The European Commission has found a DKK 91 million (€12 million) Danish aid scheme to compensate organisers for the damage suffered due to the cancellation of large events with more than 1,000 participants due to the COVID-19 outbreak to be in line with EU State aid rules.
This is the first and only State aid measure notified by a Member State to the Commission in relation to the COVID-19 outbreak so far. The Commission approved the scheme under EU State aid rules within 24 hours of receiving the notification from Denmark. The Commission stands ready to work with all Member States to ensure that possible national support measures to tackle the outbreak of the COVID-19 virus can be put in place in a timely manner, in line with EU rules. To this end, the Commission has established a dedicated contact point for Member States to provide them with guidance on possibilities under EU rules.
On 11 March 2020, Denmark notified the Commission of its intention to set up a DKK 91 million (€12 million) aid scheme to compensate organisers of events with more than 1,000 participants or targeted at designated risk groups, such as the elderly or vulnerable people, irrespective of the number of participants, which had to be cancelled or postponed due to the COVID-19 outbreak. Under the scheme, operators would be entitled to be compensated for the losses suffered as a consequence of the cancellations or postponment the events, for which, for example, tickets were already sold.
The Commission assessed the measure under article 107(2)(b) of the Treaty on the Functioning of the European Union (TFEU), which enables the Commission to approve State aid measures granted by Member States to compensate specific companies or specific sectors (in the form of schemes) for the damages directly caused by exceptional occurrences.
The Commission considers that the COVID-19 outbreak qualifies as an exceptional occurrence, as it is an extraordinary, unforeseeable event having a significant economic impact. As a result, exceptional interventions by the Member States to compensate for the damages linked to the outbreak are justified.
The Commission found that the Danish aid scheme will compensate damages that are directly linked to the COVID-19 outbreak. In this respect, the scheme will contribute to address the economic damage caused by the COVID-19 virus in Denmark. It also found that the measure is proportionate as the foreseen compensation does not exceed what is necessary to make good the damage.
The Commission therefore concluded that the scheme is in line with EU State aid rules as it will contribute to mitigate the negative consequences of COVID-19 for Danish businesses, without unduly distorting competition in the Internal Market.
Financial support from EU or national funds granted to health services or other public services to tackle the COVID-19 situation falls outside the scope of State aid control. The same applies to any public financial support given directly to citizens.
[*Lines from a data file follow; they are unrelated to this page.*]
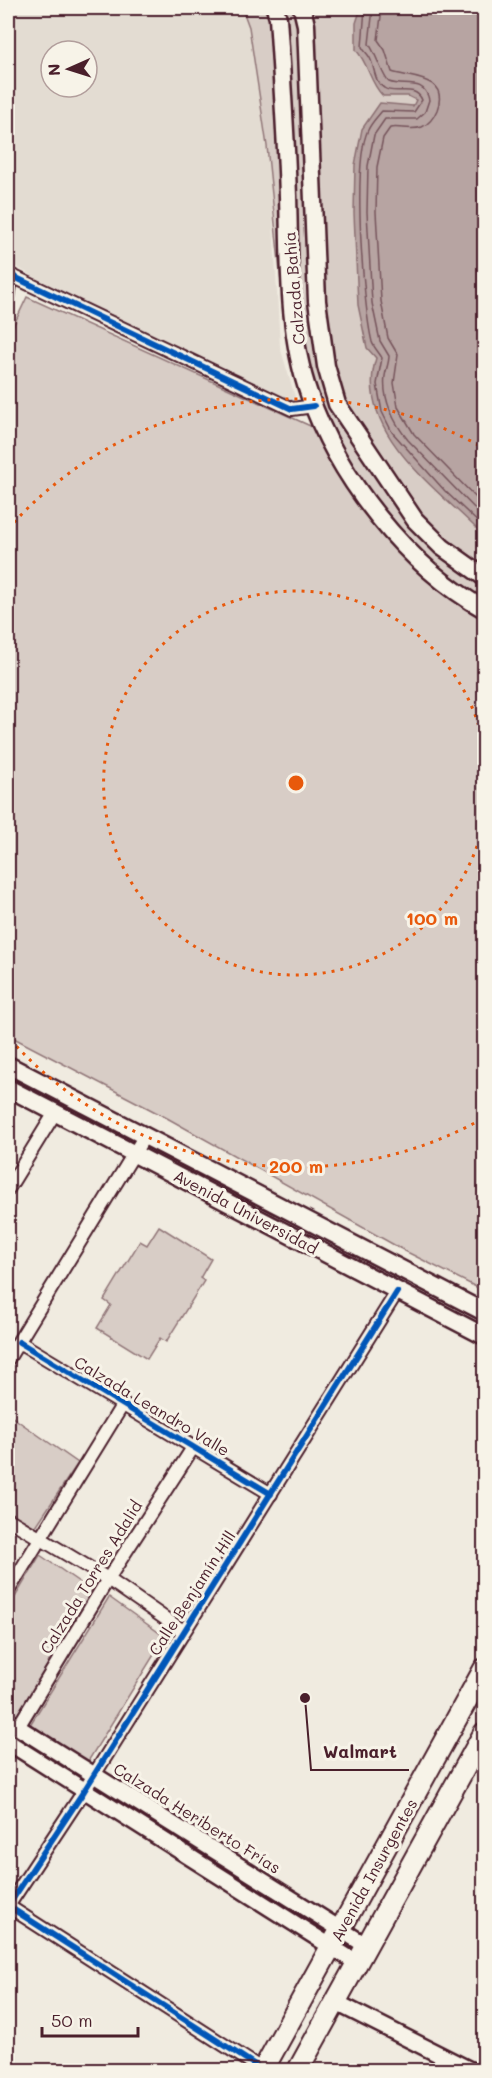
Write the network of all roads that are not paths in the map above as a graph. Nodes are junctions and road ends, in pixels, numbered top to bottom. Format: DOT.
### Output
graph roads {
  1 [pos="275,8"];
  2 [pos="302,8"];
  3 [pos="314,172"];
  4 [pos="287,176"];
  5 [pos="9,275"];
  6 [pos="8,298"];
  7 [pos="314,406"];
  8 [pos="484,577"];
  9 [pos="484,609"];
  10 [pos="8,1065"];
  11 [pos="8,1088"];
  12 [pos="56,1111"];
  13 [pos="144,1137"];
  14 [pos="135,1153"];
  15 [pos="8,1189"];
  16 [pos="397,1292"];
  17 [pos="484,1312"];
  18 [pos="484,1336"];
  19 [pos="19,1342"];
  20 [pos="8,1359"];
  21 [pos="123,1404"];
  22 [pos="194,1446"];
  23 [pos="271,1494"];
  24 [pos="8,1519"];
  25 [pos="39,1538"];
  26 [pos="108,1579"];
  27 [pos="8,1591"];
  28 [pos="183,1631"];
  29 [pos="484,1669"];
  30 [pos="13,1724"];
  31 [pos="484,1733"];
  32 [pos="8,1742"];
  33 [pos="94,1775"];
  34 [pos="84,1791"];
  35 [pos="8,1906"];
  36 [pos="336,1938"];
  37 [pos="362,1955"];
  38 [pos="336,2002"];
  39 [pos="263,2070"];
  40 [pos="298,2070"];
  41 [pos="470,2070"];
  1 -- 4 [label="main road, Calzada Bahía"];
  2 -- 3 [label="main road, Calzada Bahía"];
  3 -- 4 [label="main road"];
  3 -- 8 [label="main road, Calzada Bahía"];
  4 -- 7 [label="main road, Calzada Bahía"];
  5 -- 6 [label="street"];
  5 -- 7 [label="street"];
  7 -- 9 [label="main road, Calzada Bahía"];
  10 -- 13 [label="main road, Avenida Universidad"];
  11 -- 12 [label="main road, Avenida Universidad"];
  12 -- 14 [label="main road, Avenida Universidad"];
  12 -- 15 [label="street"];
  13 -- 14 [label="street"];
  13 -- 17 [label="main road, Avenida Universidad"];
  14 -- 16 [label="main road, Avenida Universidad"];
  14 -- 19 [label="street"];
  16 -- 18 [label="main road, Avenida Universidad"];
  16 -- 23 [label="street, Calle Benjamín Hill"];
  19 -- 20 [label="street"];
  19 -- 21 [label="street, Calzada Leandro Valle"];
  21 -- 22 [label="street, Calzada Leandro Valle"];
  21 -- 25 [label="street"];
  22 -- 23 [label="street, Calzada Leandro Valle"];
  22 -- 26 [label="street, Calzada Torres Adalid"];
  23 -- 28 [label="street, Calle Benjamín Hill"];
  24 -- 25 [label="street"];
  25 -- 26 [label="street"];
  25 -- 27 [label="street"];
  26 -- 28 [label="street"];
  26 -- 30 [label="street, Calzada Torres Adalid"];
  28 -- 33 [label="street, Calle Benjamín Hill"];
  29 -- 36 [label="main road, Avenida Insurgentes"];
  30 -- 33 [label="street, Calzada Heriberto Frías"];
  31 -- 37 [label="main road, Avenida Insurgentes"];
  32 -- 34 [label="street, Calzada Heriberto Frías"];
  33 -- 34 [label="street, Calle Benjamín Hill"];
  33 -- 36 [label="street, Calzada Heriberto Frías"];
  34 -- 35 [label="street, Calle Benjamín Hill"];
  34 -- 36 [label="street, Calzada Heriberto Frías"];
  35 -- 39 [label="street"];
  36 -- 37 [label="street, Calzada Heriberto Frías"];
  36 -- 39 [label="main road, Avenida Insurgentes"];
  37 -- 38 [label="main road, Avenida Insurgentes"];
  38 -- 40 [label="main road, Avenida Insurgentes"];
  38 -- 41 [label="street"];
}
When State aid rules are applicable, Member States can design ample aid measures to support specific companies or sectors suffering from the consequences of the COVID-19 outbreak in line with the existing EU State aid framework. In this respect, for example:
Public support measures that are available to all companies such as for example the extension of payment deadlines for corporate tax do not fall under State aid control, as they do not provide a selective advantage to specific companies vis-à-vis others in comparable situations. These measures can be implemented by Member States without the need of the Commission’s approval under EU State aid rules.
EU State aid rules and more specifically the Rescue Aid and Restructuring Guidelines, which are based on article 107(3)(c) TFEU, enable Member States to help companies cope with liquidity shortages and needing urgent rescue aid. In this context, Member States can, for example, put in place dedicated support schemes for Small and Medium Enterprises (SMEs) including to cover their liquidity needs for a period of up to 18 months. Some Member States already have this type of schemes in place. For example, in February 2019, the Commission approved a €400 million support scheme in Ireland to cover acute liquidity and rescue and restructuring needs of SMEs as a Brexit preparedness measure.
Article 107(2)(b) TFEU enables Member States to compensate companies for the damages directly caused by natural disasters and exceptional occurrences.
In case of particularly severe economic situations, such as the one currently faced by Italy, EU State aid rules allow Member States to grant support to remedy a serious disturbance to their economy. This is foreseen under article 107(3)(b) TFEU.